Como disse há pouco tenho andado a reconstruir conjuntos de Lego e fui à procura de informação na internet sobre este fabricante de brinquedos.

Neste caso a informação em português sobre a História do LEGO é bastante completa embora, como frequentemente, tenha sido preenchida sobretudo por gente do Brasil, com referências ao que se passou naquele país. A versão inglesa também é interessante.

Existe actualmente uma narrativa que esta vai ser a primeira geração a viver pior do que os seus pais. Penso tratar-se de uma figura de retórica para fazer um corte nas pensões. Tenho constatado que as condições materiais da vida dos meus filhos foram em variados aspectos melhores do que as minhas e as dos meus netos encaminham-se na mesma direcção. Claro que descrever a evolução do nível de vida de uma população sempre foi difícil, designadamente porque o custo relativo dos diversos produtos se altera imenso com o correr do tempo e é difícil encontrar um cabaz de compras invariante ao longo de períodos de tempo longos.

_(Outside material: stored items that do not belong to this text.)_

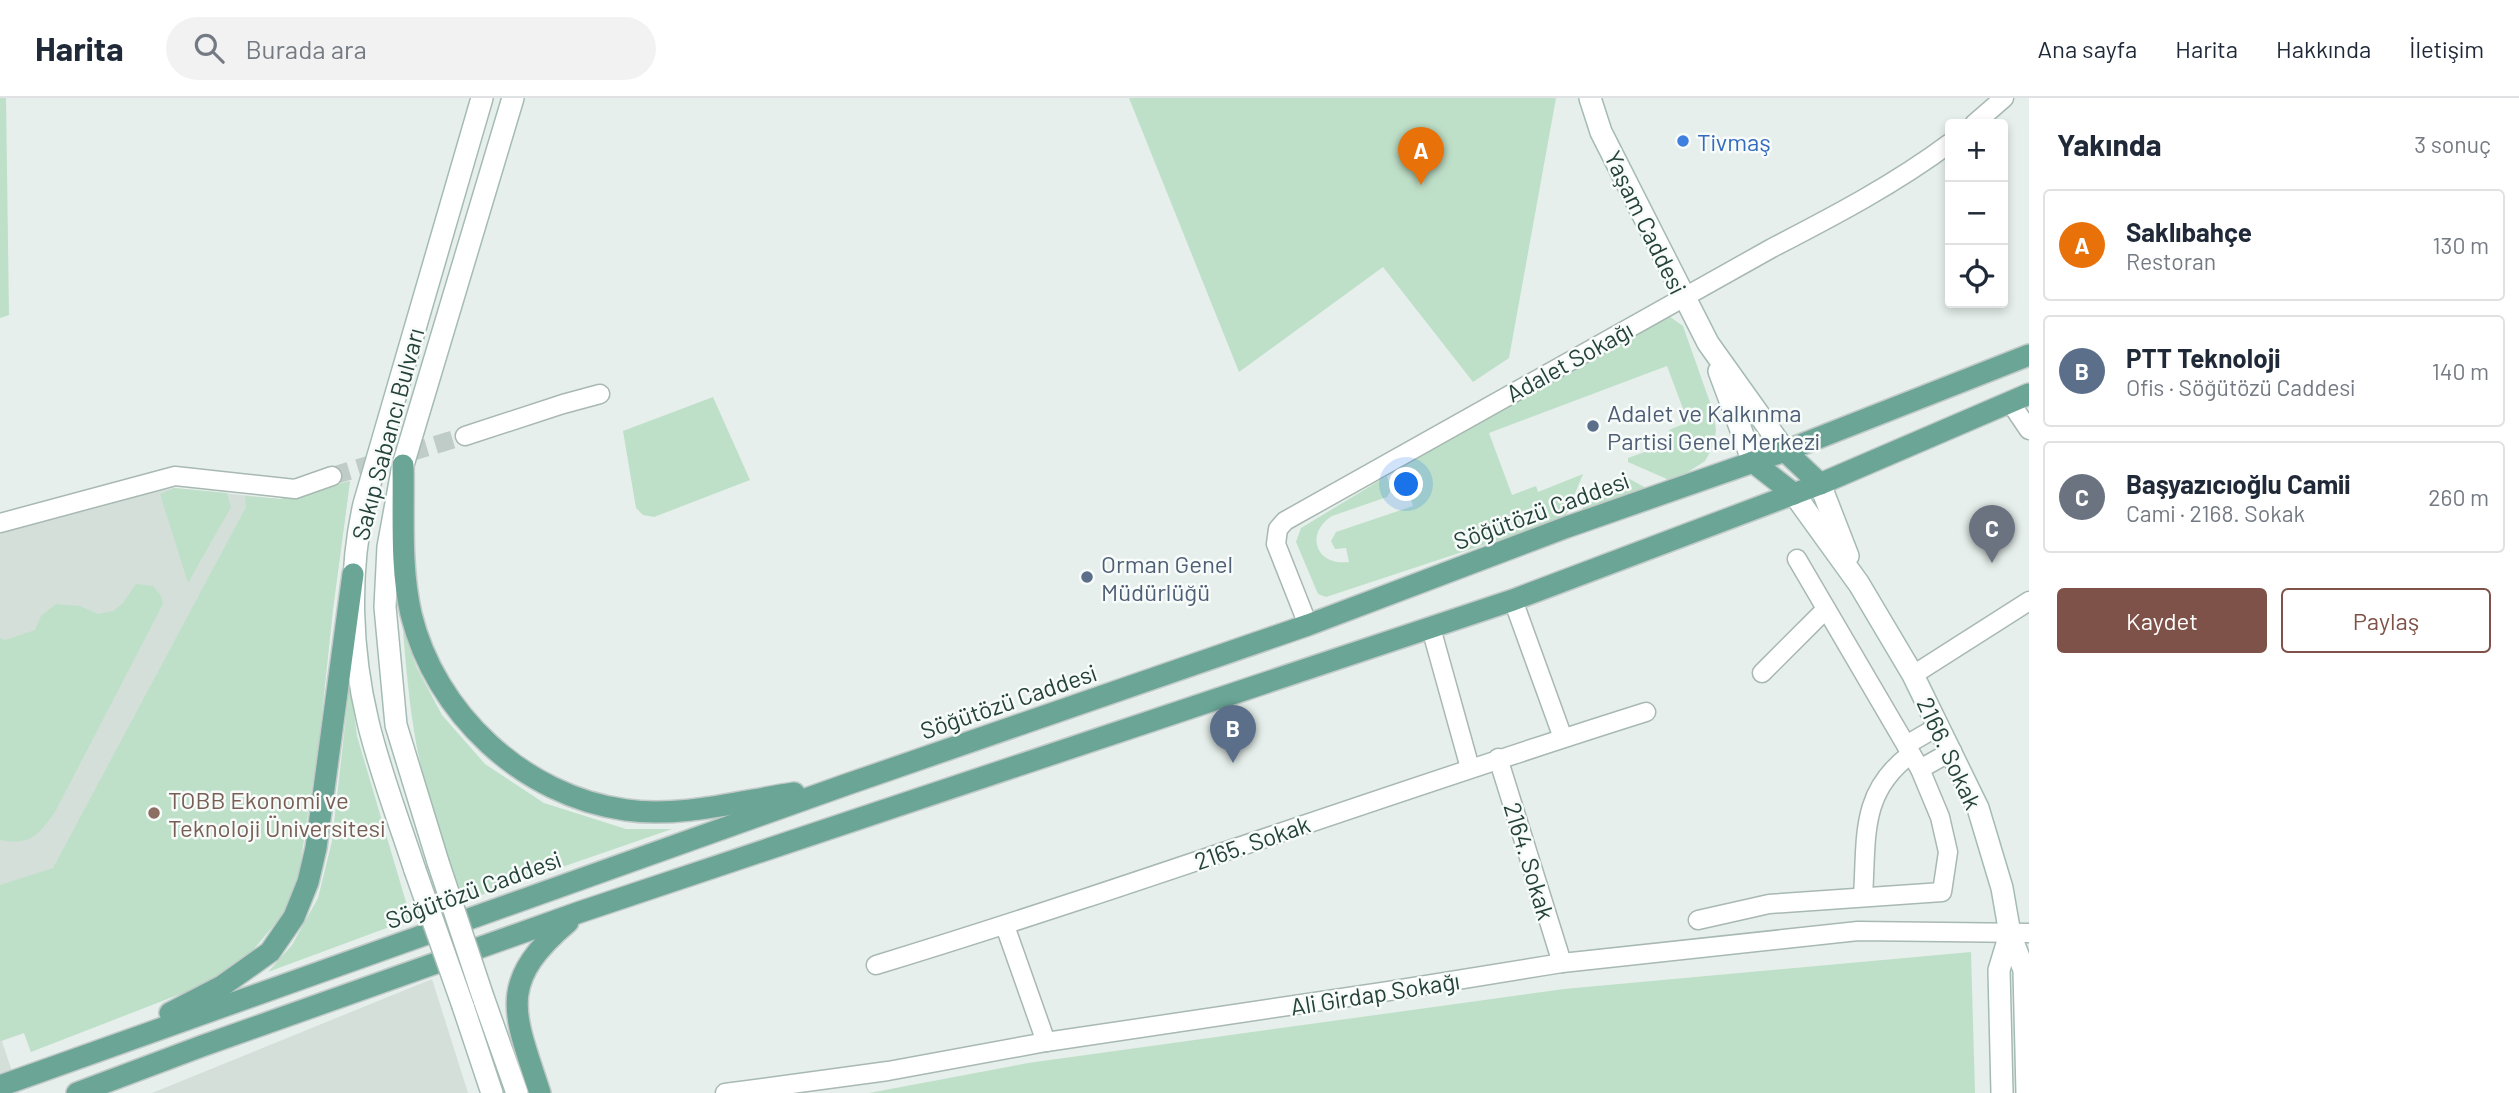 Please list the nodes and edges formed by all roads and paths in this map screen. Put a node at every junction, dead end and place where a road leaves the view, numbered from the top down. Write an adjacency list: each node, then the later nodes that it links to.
1 (482, 98): 22 (street, Sakıp Sabancı Bulvarı)
2 (513, 98): 16 (street, Sakıp Sabancı Bulvarı)
3 (1590, 98): 7 (street, Yaşam Caddesi)
4 (2004, 98): 5 (street)
5 (1980, 119)
6 (1945, 147): 7 (street, Adalet Sokağı)
7 (1683, 298): 8 (street, Yaşam Caddesi); 27 (street, Adalet Sokağı)
8 (1708, 342): 14 (street, Yaşam Caddesi); 15 (street, Yaşam Caddesi)
9 (2029, 355): 14 (main road, Söğütözü Caddesi)
10 (600, 394): 13 (street)
11 (2020, 398): 12 (street); 18 (main road)
12 (2029, 430)
13 (465, 436)
14 (1785, 451): 15 (main road, Söğütözü Caddesi); 18 (main road)
15 (1754, 462): 19 (main road); 27 (main road, Söğütözü Caddesi)
16 (403, 465): 38 (main road); 51 (street, Sakıp Sabancı Bulvarı, bridge)
17 (332, 476): 20 (street)
18 (1820, 484): 19 (main road); 23 (street, 2166. Sokak)
19 (1794, 494): 23 (street, 2166. Sokak); 24 (main road)
20 (0, 523)
21 (1797, 559): 26 (street)
22 (353, 574): 47 (main road); 50 (street, Sakıp Sabancı Bulvarı, bridge)
23 (1859, 584): 30 (street, 2166. Sokak)
24 (1513, 600): 28 (main road); 33 (street)
25 (2029, 601): 30 (street)
26 (1826, 609): 29 (street); 35 (street)
27 (1308, 625): 38 (main road, Söğütözü Caddesi)
28 (1431, 628): 37 (street); 40 (main road)
29 (1762, 673)
30 (1913, 675): 32 (street, 2166. Sokak)
31 (1646, 712): 33 (street, 2165. Sokak)
32 (1939, 726): 34 (street, 2166. Sokak); 35 (street)
33 (1563, 738): 36 (street, 2165. Sokak)
34 (1952, 751): 35 (street); 43 (street, 2166. Sokak)
35 (1912, 756): 39 (street); 39 (street)
36 (1498, 758): 37 (street, 2165. Sokak); 44 (street, 2164. Sokak)
37 (1469, 768): 42 (street, 2165. Sokak)
38 (845, 785): 47 (main road, Söğütözü Caddesi)
39 (1863, 896): 41 (street)
40 (580, 912): 49 (main road); 52 (main road)
41 (1698, 920)
42 (1005, 926): 45 (street, 2165. Sokak); 46 (street)
43 (2020, 933): 44 (street, Ali Girdap Sokağı); 54 (street); 55 (street, 2166. Sokak)
44 (1562, 963): 46 (street, Ali Girdap Sokağı)
45 (876, 965)
46 (1046, 1042): 53 (street, Ali Girdap Sokağı)
47 (96, 1051): 48 (main road, Söğütözü Caddesi)
48 (0, 1086)
49 (78, 1093)
50 (492, 1093)
51 (517, 1093)
52 (540, 1093)
53 (725, 1093)
54 (2003, 1093)
55 (2027, 1093)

Neste caso específico do Lego, o único conjunto que me ofereceram foi esta casinha quando ainda vivia no Porto, de que dou várias perspectivas:


Como mudei para Lisboa em Outubro de 1959 a construção ter-me-à sido provavelmente oferecida em 1958, ano em que fiz 9 anos.Não garanto que não se tenham perdido algumas peças, lembro-me da exiguidade das placas de base e de topo e do conjunto de 3 peças redondas azuis que possibilitavam a existência de uma coluna a criar um alpendre. Tenho uma vaga memória que a casa teria uma porta e duas janelas e julgo que a mais pequena tinha aquela dimensão, mas não garanto pois como se vê na imagem seguinte



os pinos no topo da janela de 4 têm uma definição muito mais exacta do que os pinos no topo da janela de 6 e do que os 2 pinos no topo da porta, não fazendo portanto parte do conjunto original de 1958.

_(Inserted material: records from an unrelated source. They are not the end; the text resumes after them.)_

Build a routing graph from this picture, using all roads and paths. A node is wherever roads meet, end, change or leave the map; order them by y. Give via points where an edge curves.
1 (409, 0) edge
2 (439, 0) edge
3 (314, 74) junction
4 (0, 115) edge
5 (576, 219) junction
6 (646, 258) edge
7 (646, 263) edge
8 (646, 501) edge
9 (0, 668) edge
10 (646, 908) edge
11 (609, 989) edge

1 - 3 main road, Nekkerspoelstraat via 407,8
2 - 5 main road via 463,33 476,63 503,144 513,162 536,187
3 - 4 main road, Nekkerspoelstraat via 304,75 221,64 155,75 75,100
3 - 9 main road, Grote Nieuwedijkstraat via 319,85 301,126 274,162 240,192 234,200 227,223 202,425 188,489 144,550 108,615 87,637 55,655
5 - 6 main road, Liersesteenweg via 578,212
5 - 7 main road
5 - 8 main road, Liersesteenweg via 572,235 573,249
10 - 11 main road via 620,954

Constatei na Wikipédia que não fui o único a reparar que as peças se soltavam com facilidade umas das outras, como se constata nesta citação “Embora tivessem imenso potencial, os "tijolos" ainda apresentavam alguns problemas do ponto de vista técnico: a sua capacidade de se "prender" era limitada...” e ainda “Foi apenas em 1958 que o design do "tijolo" clássico foi desenvolvido: os blocos foram melhorados com tubos vazados em seu interior.” , tendo este último melhoramento sido patenteado em 28/Jan/1958.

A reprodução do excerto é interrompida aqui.